マチダひかル

紀子の食卓のマチダひかルのレビュー・感想・評価

紀子の食卓(2005年製作の映画)
4.0
 自分の周りとの繋がり(役割、肩書、評価)を抜きにしてどれだけ自分と向き合うことができるか、それがあなたはあなたの関係者ですか?なのだろうか。常にはできないかもしれないけど人生を左右するような決断をするとかそういうときは自分勝手、自己中心的になって自分を大事にして生きたい。

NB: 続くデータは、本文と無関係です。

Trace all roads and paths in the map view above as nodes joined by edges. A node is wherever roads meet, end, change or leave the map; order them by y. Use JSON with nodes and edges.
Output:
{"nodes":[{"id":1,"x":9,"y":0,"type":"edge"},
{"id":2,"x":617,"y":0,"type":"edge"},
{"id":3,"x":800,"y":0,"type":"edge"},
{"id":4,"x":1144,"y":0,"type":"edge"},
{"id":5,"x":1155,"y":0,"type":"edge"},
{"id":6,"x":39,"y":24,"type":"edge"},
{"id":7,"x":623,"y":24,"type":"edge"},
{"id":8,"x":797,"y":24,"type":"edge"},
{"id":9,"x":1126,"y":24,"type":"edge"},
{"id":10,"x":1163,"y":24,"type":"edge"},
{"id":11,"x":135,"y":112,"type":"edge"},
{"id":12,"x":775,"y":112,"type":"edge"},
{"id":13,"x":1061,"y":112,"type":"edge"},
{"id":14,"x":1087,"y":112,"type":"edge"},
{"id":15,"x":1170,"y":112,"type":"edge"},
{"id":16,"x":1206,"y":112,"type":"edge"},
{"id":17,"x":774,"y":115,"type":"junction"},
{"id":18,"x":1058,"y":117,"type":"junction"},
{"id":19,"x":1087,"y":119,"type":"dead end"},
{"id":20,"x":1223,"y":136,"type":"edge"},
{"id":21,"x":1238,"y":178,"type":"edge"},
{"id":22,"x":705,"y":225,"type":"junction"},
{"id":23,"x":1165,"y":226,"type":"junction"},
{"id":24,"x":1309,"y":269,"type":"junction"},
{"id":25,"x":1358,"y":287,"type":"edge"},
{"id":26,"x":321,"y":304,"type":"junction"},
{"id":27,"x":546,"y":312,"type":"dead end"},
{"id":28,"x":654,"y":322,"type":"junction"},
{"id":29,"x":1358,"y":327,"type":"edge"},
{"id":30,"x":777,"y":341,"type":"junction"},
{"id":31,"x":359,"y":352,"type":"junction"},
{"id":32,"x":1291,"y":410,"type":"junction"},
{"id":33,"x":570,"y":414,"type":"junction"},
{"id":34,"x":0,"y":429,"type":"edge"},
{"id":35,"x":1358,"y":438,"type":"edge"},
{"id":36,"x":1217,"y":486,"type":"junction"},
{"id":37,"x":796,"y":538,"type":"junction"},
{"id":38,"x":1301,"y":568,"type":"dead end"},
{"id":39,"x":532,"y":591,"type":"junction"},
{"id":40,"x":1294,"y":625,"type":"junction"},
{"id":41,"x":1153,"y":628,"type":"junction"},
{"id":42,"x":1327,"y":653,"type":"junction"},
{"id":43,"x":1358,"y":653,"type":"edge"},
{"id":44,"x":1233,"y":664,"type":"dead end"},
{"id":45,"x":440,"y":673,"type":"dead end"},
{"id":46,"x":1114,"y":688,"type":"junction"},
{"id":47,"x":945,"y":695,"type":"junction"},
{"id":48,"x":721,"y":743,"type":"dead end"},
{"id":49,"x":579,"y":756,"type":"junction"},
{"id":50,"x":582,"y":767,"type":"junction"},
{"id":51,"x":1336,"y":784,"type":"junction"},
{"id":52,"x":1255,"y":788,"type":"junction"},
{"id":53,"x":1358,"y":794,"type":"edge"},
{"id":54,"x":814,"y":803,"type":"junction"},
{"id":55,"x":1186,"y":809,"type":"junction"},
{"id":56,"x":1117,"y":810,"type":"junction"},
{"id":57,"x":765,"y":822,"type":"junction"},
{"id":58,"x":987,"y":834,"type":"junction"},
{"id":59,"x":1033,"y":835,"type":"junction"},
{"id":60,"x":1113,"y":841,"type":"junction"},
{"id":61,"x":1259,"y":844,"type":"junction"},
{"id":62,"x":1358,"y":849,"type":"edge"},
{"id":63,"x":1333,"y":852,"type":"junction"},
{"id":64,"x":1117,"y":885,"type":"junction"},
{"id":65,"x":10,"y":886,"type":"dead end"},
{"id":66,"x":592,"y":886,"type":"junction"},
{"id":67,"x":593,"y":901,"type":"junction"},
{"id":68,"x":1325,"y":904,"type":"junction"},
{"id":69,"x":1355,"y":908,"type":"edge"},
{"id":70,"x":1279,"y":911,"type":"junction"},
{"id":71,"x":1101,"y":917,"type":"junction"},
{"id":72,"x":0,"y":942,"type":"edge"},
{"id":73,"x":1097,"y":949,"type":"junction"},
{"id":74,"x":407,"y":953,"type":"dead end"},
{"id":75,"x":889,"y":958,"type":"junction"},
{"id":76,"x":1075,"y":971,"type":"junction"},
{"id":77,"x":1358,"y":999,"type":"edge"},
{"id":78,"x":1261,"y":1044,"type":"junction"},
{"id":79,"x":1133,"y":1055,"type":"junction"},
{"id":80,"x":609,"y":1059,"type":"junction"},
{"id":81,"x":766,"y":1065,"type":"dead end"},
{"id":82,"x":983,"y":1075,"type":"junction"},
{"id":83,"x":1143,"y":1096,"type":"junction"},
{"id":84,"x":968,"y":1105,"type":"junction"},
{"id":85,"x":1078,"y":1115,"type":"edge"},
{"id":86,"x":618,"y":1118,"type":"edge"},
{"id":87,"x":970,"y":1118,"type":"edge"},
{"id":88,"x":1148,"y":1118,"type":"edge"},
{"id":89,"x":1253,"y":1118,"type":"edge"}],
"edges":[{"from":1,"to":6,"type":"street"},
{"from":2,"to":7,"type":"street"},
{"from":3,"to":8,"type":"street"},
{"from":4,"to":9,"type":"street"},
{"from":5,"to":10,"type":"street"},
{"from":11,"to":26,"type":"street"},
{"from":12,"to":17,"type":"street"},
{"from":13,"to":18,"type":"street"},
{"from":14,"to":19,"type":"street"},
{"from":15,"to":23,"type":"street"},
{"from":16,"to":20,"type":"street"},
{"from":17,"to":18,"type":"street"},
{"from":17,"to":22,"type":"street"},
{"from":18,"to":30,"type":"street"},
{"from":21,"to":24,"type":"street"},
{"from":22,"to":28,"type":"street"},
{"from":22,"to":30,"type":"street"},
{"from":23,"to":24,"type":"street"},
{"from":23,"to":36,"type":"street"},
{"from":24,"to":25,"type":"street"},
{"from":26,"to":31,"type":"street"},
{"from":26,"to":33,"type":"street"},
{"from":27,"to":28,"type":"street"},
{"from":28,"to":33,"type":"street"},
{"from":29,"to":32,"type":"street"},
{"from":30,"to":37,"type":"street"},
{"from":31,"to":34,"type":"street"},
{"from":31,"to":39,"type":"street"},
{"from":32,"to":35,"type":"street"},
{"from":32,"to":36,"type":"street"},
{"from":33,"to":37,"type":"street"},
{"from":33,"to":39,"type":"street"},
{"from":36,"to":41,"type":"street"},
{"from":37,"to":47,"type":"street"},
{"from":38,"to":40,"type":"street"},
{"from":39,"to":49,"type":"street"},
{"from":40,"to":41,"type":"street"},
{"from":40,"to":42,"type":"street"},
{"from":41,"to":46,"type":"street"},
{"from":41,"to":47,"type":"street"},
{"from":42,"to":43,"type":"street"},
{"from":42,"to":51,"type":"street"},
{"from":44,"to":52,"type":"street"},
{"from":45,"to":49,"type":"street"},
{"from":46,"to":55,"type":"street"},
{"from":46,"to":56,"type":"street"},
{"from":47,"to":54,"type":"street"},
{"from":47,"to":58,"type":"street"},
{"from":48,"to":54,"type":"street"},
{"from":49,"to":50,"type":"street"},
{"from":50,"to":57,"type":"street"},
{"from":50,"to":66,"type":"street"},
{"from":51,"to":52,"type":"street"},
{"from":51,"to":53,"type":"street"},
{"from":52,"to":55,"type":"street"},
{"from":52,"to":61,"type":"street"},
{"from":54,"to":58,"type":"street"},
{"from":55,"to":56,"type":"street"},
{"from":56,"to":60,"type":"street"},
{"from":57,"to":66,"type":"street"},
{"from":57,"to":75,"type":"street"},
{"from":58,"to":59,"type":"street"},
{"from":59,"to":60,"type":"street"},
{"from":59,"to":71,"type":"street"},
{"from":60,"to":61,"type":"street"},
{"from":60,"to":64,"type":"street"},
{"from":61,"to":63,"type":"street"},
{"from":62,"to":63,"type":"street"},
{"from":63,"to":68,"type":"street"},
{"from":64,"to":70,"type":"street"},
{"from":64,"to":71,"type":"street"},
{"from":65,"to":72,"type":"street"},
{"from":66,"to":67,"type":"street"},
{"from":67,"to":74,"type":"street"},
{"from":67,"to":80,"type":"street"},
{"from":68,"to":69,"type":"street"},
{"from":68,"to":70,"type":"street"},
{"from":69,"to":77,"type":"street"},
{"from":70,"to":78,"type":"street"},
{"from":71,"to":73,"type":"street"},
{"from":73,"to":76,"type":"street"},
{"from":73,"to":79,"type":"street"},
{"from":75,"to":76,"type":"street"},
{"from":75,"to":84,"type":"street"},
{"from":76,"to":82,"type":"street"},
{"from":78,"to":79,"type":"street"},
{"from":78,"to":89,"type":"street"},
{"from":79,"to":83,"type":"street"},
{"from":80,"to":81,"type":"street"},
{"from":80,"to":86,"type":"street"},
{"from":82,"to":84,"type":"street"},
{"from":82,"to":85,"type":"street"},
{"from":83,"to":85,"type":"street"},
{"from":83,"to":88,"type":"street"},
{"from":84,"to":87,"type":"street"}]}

 クミコは生まれ持った関係がないからそれを忘れたくて、一時的にでも目の前にある関係性に集中することでこころを安定させようとしていたのかもしれない。そこに生まれ持った関係を信じてそれを取り戻そうとしてる紀子、ユカの父親が乱入してくるのは正反対の二人すぎた。関係性を繋ぎ止めようとする彼の必死さは嫌いじゃない。プラナリアの最後の話思い出した。あんなぼんやり息してる人も状況が変わればここまで必死になれるんだって思ってちょっと嬉しかった。私は必死になれることとか頑張りたいこととか絶対に欲しいものとかがないから、あったらあったで辛いんだろうけど父親が羨ましかった。
 本物でありながら誰も役割を果たさない家族より、虚構を自覚しながら役割に徹する家族の方がいいのか?でもそれはやっぱり茶番でしかなくて、なんでかって言うと役割に徹することで感じたとおりに行動することができなくなってしまうから。役割の一番怖いところって自分の心を無視し続けなきゃいけないっていう、そこなんじゃないの?と思った。
 語りが多すぎる気はした。それともうちょいわかりやすくしてもいいのでは?